- **Your objective**
Within the data that follows, tally every line containing "Cisarua". Provide only the tally.

── Exercise data ──

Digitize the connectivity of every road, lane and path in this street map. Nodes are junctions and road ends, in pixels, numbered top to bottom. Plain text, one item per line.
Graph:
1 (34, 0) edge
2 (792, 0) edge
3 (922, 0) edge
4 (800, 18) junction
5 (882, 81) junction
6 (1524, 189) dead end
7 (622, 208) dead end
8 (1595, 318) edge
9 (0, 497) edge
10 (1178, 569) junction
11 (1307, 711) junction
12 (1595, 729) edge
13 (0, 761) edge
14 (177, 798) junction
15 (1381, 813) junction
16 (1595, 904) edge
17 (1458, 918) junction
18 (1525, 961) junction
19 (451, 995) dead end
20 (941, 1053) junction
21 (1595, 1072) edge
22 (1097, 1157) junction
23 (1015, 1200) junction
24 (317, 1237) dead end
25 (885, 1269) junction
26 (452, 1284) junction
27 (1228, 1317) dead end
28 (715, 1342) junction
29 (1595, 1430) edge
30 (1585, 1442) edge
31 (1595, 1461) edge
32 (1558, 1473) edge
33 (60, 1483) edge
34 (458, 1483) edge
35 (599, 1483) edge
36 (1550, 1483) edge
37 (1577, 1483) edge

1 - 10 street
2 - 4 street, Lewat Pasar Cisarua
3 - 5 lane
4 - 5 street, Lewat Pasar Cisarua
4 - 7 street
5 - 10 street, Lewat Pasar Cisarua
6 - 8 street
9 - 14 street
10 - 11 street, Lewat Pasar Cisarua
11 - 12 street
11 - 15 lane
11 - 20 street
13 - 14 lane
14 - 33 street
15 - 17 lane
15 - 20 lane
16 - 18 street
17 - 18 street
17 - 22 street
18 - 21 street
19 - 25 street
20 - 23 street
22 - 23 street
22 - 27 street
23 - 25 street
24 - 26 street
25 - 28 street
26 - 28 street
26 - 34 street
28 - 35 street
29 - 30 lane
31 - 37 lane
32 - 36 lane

───
── Exercise data ──

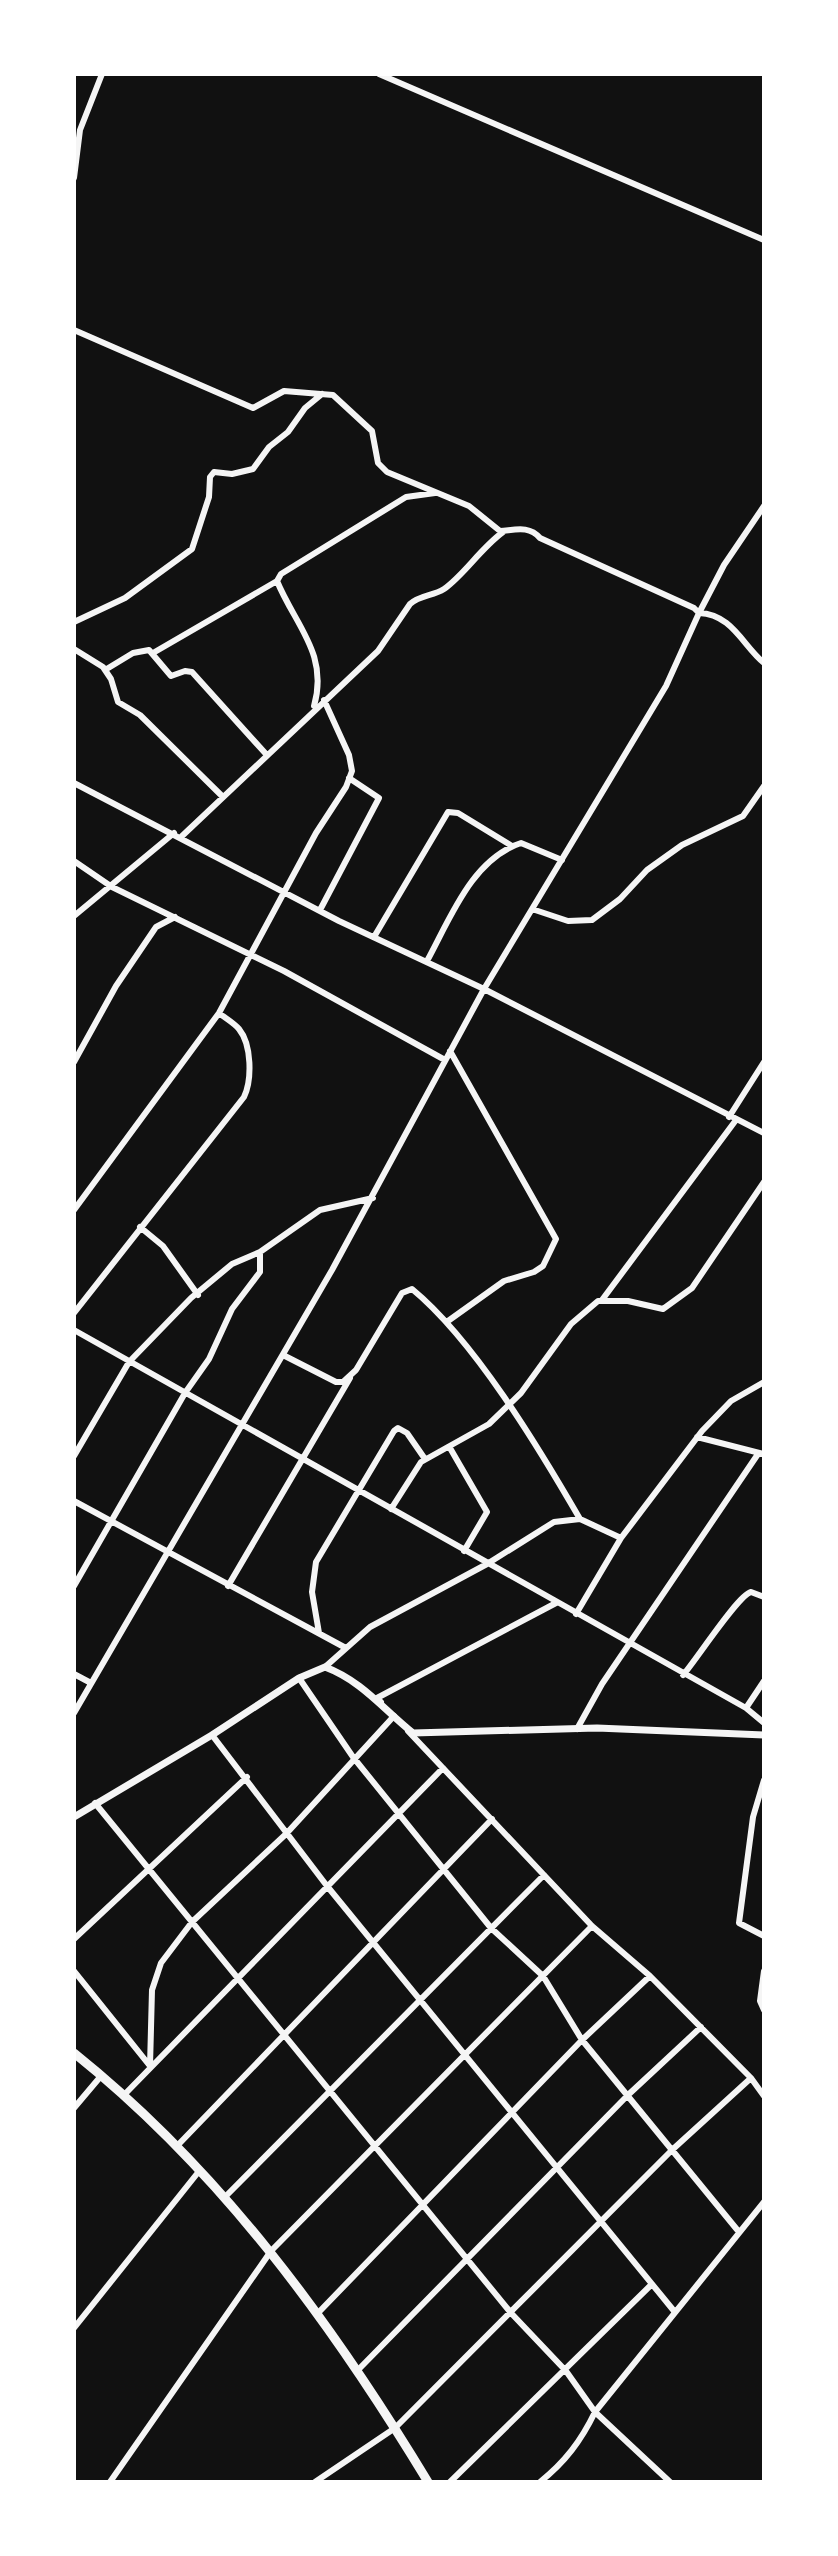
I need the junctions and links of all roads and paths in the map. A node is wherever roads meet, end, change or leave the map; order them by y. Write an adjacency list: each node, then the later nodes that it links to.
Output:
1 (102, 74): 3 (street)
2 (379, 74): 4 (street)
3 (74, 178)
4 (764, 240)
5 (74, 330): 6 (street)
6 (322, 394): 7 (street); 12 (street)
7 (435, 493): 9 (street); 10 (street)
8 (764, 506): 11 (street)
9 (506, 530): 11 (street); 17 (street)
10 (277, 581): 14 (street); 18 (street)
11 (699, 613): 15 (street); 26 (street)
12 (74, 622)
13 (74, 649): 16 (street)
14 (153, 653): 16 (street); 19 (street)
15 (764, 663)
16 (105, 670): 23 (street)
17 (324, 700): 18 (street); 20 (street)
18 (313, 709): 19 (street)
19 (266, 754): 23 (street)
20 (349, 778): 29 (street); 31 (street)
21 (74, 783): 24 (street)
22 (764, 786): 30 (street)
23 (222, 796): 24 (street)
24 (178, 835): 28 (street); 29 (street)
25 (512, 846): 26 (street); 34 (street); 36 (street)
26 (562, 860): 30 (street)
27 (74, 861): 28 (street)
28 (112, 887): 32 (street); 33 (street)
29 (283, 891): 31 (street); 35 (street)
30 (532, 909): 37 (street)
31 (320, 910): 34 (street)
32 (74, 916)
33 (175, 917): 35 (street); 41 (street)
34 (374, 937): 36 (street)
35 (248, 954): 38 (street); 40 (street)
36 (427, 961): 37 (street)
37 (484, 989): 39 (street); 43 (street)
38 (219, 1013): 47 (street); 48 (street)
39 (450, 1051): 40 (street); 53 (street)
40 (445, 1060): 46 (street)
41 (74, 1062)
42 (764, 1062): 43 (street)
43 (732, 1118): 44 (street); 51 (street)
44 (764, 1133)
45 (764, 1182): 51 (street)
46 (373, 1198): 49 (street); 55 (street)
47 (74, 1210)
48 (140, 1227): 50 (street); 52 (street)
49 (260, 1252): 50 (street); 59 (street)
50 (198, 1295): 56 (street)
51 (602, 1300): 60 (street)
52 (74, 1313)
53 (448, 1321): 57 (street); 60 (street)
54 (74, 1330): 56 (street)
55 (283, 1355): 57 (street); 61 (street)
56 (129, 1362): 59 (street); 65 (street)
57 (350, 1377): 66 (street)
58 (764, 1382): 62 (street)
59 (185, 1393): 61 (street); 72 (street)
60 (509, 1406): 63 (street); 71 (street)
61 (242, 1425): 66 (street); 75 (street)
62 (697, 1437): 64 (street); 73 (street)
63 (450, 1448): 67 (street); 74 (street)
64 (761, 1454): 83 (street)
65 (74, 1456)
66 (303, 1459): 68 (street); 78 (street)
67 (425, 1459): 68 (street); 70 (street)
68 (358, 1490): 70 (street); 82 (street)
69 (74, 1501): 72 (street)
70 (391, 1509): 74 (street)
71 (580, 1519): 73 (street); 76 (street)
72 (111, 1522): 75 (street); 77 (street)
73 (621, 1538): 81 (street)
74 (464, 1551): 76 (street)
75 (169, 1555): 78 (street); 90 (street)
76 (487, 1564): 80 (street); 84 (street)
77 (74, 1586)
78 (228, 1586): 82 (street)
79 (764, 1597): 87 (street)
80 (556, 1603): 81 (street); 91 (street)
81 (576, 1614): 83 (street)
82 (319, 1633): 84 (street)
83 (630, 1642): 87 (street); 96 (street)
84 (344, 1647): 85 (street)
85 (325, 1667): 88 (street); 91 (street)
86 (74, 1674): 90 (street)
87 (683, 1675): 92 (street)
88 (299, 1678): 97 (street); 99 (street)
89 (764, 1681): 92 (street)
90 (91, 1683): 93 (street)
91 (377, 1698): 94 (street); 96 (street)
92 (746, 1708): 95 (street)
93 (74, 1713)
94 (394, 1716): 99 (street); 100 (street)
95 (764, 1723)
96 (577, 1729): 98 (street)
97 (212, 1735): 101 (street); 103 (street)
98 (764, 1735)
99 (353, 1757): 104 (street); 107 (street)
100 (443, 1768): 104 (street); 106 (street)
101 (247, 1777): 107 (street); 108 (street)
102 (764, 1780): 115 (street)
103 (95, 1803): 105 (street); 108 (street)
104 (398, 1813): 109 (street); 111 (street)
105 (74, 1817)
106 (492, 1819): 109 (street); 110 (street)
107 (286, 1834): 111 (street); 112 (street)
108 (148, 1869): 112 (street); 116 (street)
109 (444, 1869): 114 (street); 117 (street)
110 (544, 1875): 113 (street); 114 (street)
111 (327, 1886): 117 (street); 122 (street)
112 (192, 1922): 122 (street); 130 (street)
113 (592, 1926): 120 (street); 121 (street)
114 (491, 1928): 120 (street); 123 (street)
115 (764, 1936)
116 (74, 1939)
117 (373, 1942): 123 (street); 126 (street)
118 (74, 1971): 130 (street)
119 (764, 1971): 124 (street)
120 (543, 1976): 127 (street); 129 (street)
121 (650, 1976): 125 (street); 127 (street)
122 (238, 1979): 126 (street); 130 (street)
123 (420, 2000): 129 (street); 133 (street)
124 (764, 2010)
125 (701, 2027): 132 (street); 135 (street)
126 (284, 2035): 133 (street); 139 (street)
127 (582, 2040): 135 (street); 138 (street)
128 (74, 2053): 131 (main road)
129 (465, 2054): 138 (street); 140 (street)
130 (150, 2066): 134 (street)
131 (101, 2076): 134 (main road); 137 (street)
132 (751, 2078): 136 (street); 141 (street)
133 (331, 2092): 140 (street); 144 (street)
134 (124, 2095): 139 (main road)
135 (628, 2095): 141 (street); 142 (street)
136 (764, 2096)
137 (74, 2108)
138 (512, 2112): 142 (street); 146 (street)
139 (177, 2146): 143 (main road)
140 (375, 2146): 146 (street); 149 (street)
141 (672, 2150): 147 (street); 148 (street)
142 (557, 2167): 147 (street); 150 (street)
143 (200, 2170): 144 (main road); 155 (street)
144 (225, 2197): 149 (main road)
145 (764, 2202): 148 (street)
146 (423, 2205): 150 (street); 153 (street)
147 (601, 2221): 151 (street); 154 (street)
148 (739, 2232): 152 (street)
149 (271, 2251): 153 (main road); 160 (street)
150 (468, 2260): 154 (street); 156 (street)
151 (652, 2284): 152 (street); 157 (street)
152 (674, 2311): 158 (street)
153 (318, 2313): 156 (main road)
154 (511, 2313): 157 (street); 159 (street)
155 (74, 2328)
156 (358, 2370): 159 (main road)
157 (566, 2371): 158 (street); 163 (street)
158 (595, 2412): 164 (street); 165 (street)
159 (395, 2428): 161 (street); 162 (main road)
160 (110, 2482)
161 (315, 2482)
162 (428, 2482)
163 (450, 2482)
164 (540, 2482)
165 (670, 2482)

───
── Exercise data ──

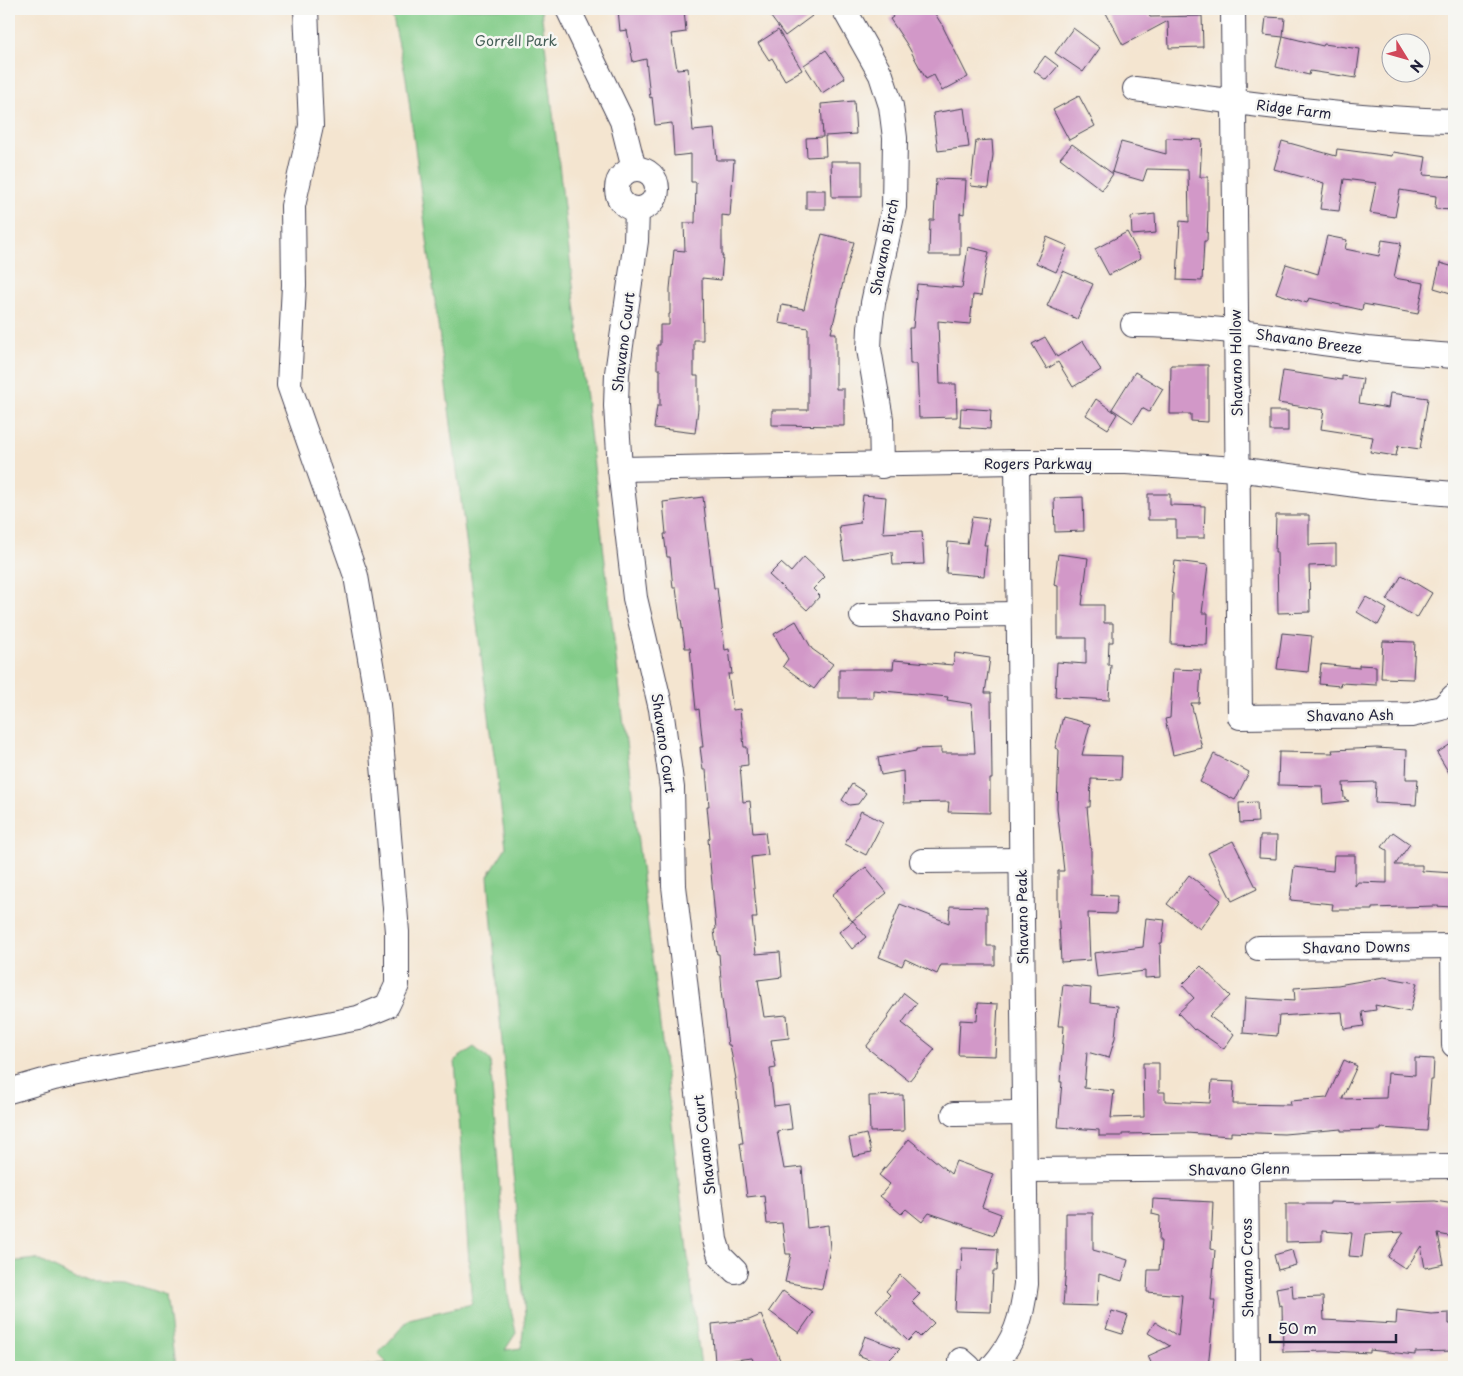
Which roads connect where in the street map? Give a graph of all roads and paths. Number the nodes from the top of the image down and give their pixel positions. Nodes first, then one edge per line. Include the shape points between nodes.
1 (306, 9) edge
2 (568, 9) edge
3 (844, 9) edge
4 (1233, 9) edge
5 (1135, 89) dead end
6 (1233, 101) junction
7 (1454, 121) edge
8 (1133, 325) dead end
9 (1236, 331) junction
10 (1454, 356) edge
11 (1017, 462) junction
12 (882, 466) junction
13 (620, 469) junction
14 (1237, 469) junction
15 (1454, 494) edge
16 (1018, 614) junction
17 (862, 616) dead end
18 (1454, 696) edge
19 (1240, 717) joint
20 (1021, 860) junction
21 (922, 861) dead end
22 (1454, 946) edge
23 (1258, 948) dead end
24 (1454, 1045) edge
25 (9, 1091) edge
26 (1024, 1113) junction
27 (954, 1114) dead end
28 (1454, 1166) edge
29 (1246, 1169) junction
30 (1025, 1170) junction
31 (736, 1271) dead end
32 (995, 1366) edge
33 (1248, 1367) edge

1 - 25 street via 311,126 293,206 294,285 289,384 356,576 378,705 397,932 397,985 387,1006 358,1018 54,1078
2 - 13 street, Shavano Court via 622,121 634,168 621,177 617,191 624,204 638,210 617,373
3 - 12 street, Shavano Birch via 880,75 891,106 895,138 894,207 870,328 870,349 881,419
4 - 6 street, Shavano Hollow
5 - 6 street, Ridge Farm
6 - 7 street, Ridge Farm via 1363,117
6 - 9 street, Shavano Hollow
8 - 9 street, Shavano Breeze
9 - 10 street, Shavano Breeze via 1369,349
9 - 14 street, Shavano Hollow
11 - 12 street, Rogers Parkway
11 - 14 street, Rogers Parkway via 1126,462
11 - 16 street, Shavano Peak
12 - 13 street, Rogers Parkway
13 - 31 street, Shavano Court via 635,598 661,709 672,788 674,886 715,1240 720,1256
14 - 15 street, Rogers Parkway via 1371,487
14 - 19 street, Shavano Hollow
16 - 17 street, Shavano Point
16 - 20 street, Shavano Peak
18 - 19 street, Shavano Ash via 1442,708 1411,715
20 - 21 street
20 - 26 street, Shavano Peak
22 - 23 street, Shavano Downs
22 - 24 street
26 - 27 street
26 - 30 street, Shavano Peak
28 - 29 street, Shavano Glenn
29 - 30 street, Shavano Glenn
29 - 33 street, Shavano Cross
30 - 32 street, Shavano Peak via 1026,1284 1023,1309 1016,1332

───

- **Result of this exercise**
4